DATA TO EXAMINE Block Start
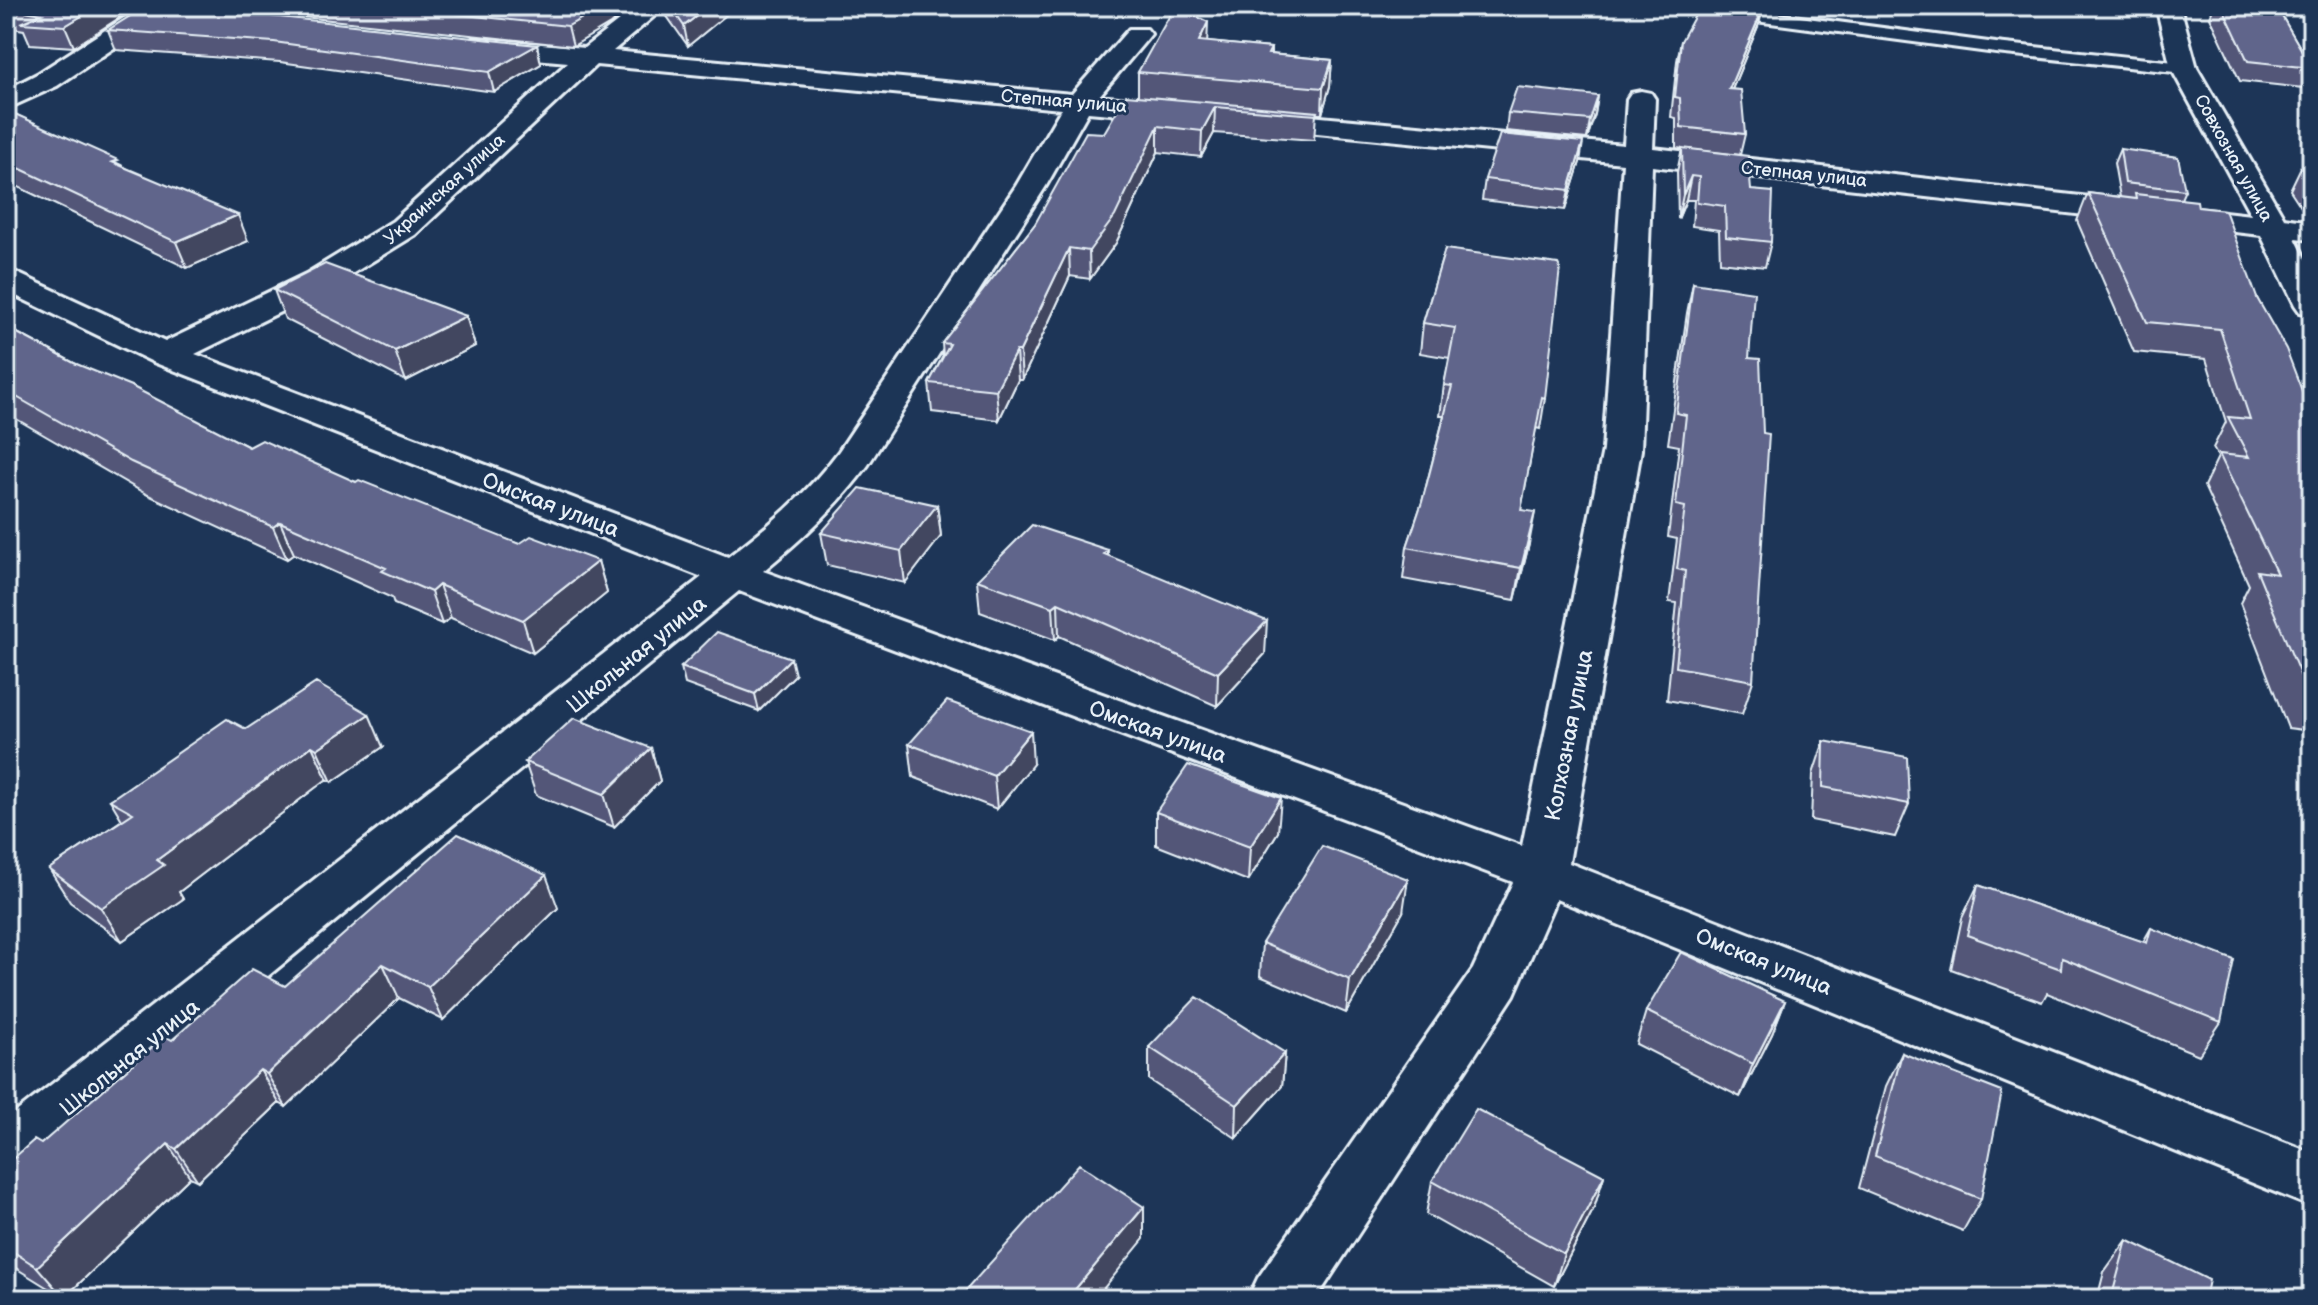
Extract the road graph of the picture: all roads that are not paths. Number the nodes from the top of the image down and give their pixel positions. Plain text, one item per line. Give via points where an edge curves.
1 (102, 6) edge
2 (654, 6) edge
3 (1681, 6) edge
4 (2168, 6) edge
5 (155, 9) edge
6 (228, 20) edge
7 (1138, 34) dead end
8 (447, 43) edge
9 (588, 58) junction
10 (2184, 68) junction
11 (1641, 99) dead end
12 (6, 101) edge
13 (1079, 103) junction
14 (1203, 114) edge
15 (1234, 117) edge
16 (1636, 155) junction
17 (2273, 227) junction
18 (2312, 231) edge
19 (6, 278) edge
20 (2312, 305) edge
21 (165, 355) junction
22 (735, 575) junction
23 (1542, 873) junction
24 (6, 1155) edge
25 (2312, 1180) edge
26 (1280, 1299) edge

1 - 5 street
2 - 9 street, Украинская улица
3 - 10 lane
4 - 10 street, Совхозная улица
5 - 6 street
5 - 12 street
7 - 13 street, Школьная улица
8 - 9 street, Степная улица
9 - 13 street, Степная улица
9 - 21 street, Украинская улица via 373,251
10 - 17 street, Совхозная улица
11 - 16 street, Колхозная улица
13 - 14 street, Степная улица
13 - 22 street, Школьная улица via 1031,186 854,457 802,519
15 - 16 street, Степная улица
16 - 17 street, Степная улица
16 - 23 street, Колхозная улица via 1622,450
17 - 18 street, Степная улица
17 - 20 street, Совхозная улица
19 - 21 street, Омская улица
21 - 22 street, Омская улица
22 - 23 street, Омская улица
22 - 24 street, Школьная улица
23 - 25 street, Омская улица
23 - 26 street, Колхозная улица via 1495,980

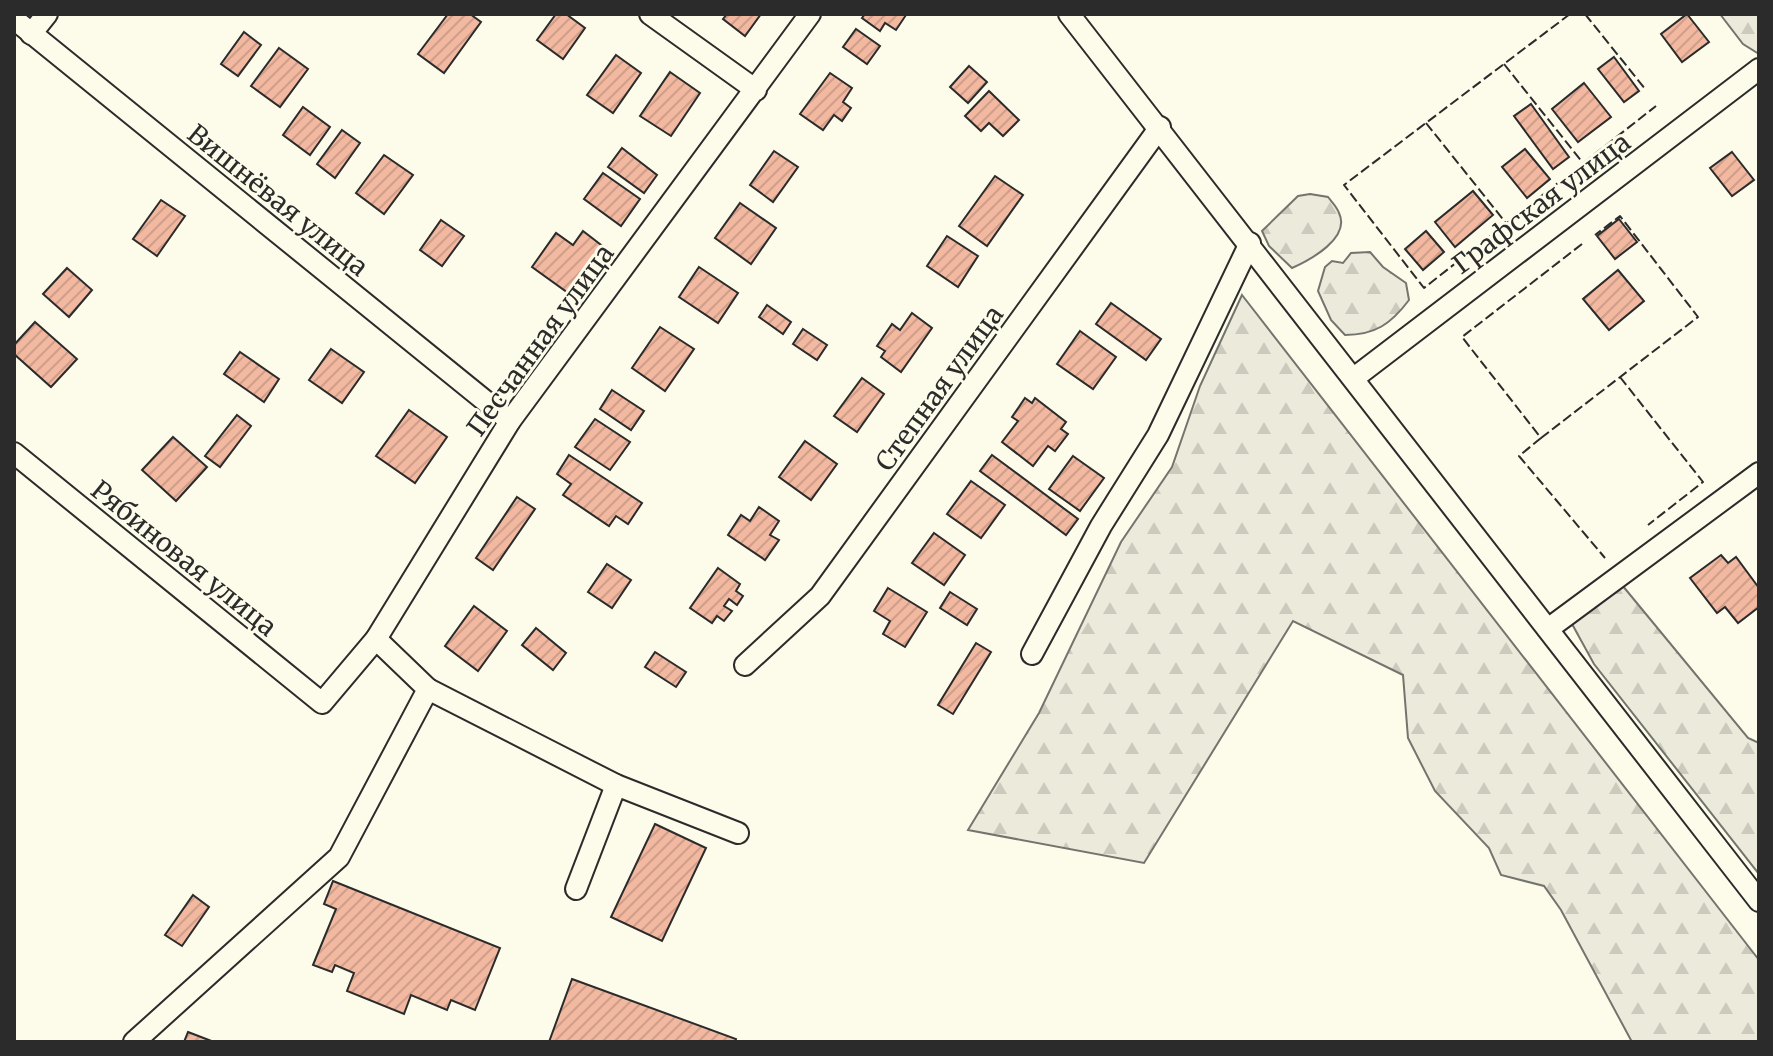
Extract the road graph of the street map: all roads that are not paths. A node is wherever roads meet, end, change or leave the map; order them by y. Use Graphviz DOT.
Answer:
graph roads {
  1 [pos="47,14"];
  2 [pos="650,14"];
  3 [pos="810,14"];
  4 [pos="1069,14"];
  5 [pos="14,19"];
  6 [pos="31,34"];
  7 [pos="1759,69"];
  8 [pos="756,90"];
  9 [pos="1160,127"];
  10 [pos="1250,243"];
  11 [pos="1354,378"];
  12 [pos="510,421"];
  13 [pos="14,453"];
  14 [pos="1759,473"];
  15 [pos="1548,629"];
  16 [pos="376,639"];
  17 [pos="1032,654"];
  18 [pos="745,665"];
  19 [pos="428,689"];
  20 [pos="322,703"];
  21 [pos="616,785"];
  22 [pos="738,833"];
  23 [pos="576,889"];
  24 [pos="1759,901"];
  25 [pos="134,1042"];
  1 -- 6 [label="street"];
  2 -- 8 [label="street"];
  3 -- 8 [label="street, Песчанная улица"];
  4 -- 9 [label="street"];
  5 -- 6 [label="street, Вишнёвая улица"];
  6 -- 12 [label="street, Вишнёвая улица"];
  7 -- 11 [label="street, Графская улица"];
  8 -- 12 [label="street, Песчанная улица"];
  9 -- 10 [label="street"];
  9 -- 18 [label="street, Степная улица"];
  10 -- 11 [label="street"];
  10 -- 17 [label="street"];
  11 -- 15 [label="street"];
  12 -- 16 [label="street, Песчанная улица"];
  13 -- 20 [label="street, Рябиновая улица"];
  14 -- 15 [label="street"];
  15 -- 24 [label="street"];
  16 -- 19 [label="street"];
  16 -- 20 [label="street, Песчанная улица"];
  19 -- 21 [label="street"];
  19 -- 25 [label="street"];
  21 -- 22 [label="street"];
  21 -- 23 [label="street"];
}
DATA TO EXAMINE Block End
## DIRECTIONS FOR THIS TASK:
The entries above should be written out in full, and any picture in them left out.

## FINAL ANSWER:
Extract the road graph of the picture: all roads that are not paths. Number the nodes from the top of the image down and give their pixel positions. Plain text, one item per line. Give via points where an edge curves.
1 (102, 6) edge
2 (654, 6) edge
3 (1681, 6) edge
4 (2168, 6) edge
5 (155, 9) edge
6 (228, 20) edge
7 (1138, 34) dead end
8 (447, 43) edge
9 (588, 58) junction
10 (2184, 68) junction
11 (1641, 99) dead end
12 (6, 101) edge
13 (1079, 103) junction
14 (1203, 114) edge
15 (1234, 117) edge
16 (1636, 155) junction
17 (2273, 227) junction
18 (2312, 231) edge
19 (6, 278) edge
20 (2312, 305) edge
21 (165, 355) junction
22 (735, 575) junction
23 (1542, 873) junction
24 (6, 1155) edge
25 (2312, 1180) edge
26 (1280, 1299) edge

1 - 5 street
2 - 9 street, Украинская улица
3 - 10 lane
4 - 10 street, Совхозная улица
5 - 6 street
5 - 12 street
7 - 13 street, Школьная улица
8 - 9 street, Степная улица
9 - 13 street, Степная улица
9 - 21 street, Украинская улица via 373,251
10 - 17 street, Совхозная улица
11 - 16 street, Колхозная улица
13 - 14 street, Степная улица
13 - 22 street, Школьная улица via 1031,186 854,457 802,519
15 - 16 street, Степная улица
16 - 17 street, Степная улица
16 - 23 street, Колхозная улица via 1622,450
17 - 18 street, Степная улица
17 - 20 street, Совхозная улица
19 - 21 street, Омская улица
21 - 22 street, Омская улица
22 - 23 street, Омская улица
22 - 24 street, Школьная улица
23 - 25 street, Омская улица
23 - 26 street, Колхозная улица via 1495,980

Extract the road graph of the street map: all roads that are not paths. A node is wherever roads meet, end, change or leave the map; order them by y. Use Graphviz DOT.
Answer:
graph roads {
  1 [pos="47,14"];
  2 [pos="650,14"];
  3 [pos="810,14"];
  4 [pos="1069,14"];
  5 [pos="14,19"];
  6 [pos="31,34"];
  7 [pos="1759,69"];
  8 [pos="756,90"];
  9 [pos="1160,127"];
  10 [pos="1250,243"];
  11 [pos="1354,378"];
  12 [pos="510,421"];
  13 [pos="14,453"];
  14 [pos="1759,473"];
  15 [pos="1548,629"];
  16 [pos="376,639"];
  17 [pos="1032,654"];
  18 [pos="745,665"];
  19 [pos="428,689"];
  20 [pos="322,703"];
  21 [pos="616,785"];
  22 [pos="738,833"];
  23 [pos="576,889"];
  24 [pos="1759,901"];
  25 [pos="134,1042"];
  1 -- 6 [label="street"];
  2 -- 8 [label="street"];
  3 -- 8 [label="street, Песчанная улица"];
  4 -- 9 [label="street"];
  5 -- 6 [label="street, Вишнёвая улица"];
  6 -- 12 [label="street, Вишнёвая улица"];
  7 -- 11 [label="street, Графская улица"];
  8 -- 12 [label="street, Песчанная улица"];
  9 -- 10 [label="street"];
  9 -- 18 [label="street, Степная улица"];
  10 -- 11 [label="street"];
  10 -- 17 [label="street"];
  11 -- 15 [label="street"];
  12 -- 16 [label="street, Песчанная улица"];
  13 -- 20 [label="street, Рябиновая улица"];
  14 -- 15 [label="street"];
  15 -- 24 [label="street"];
  16 -- 19 [label="street"];
  16 -- 20 [label="street, Песчанная улица"];
  19 -- 21 [label="street"];
  19 -- 25 [label="street"];
  21 -- 22 [label="street"];
  21 -- 23 [label="street"];
}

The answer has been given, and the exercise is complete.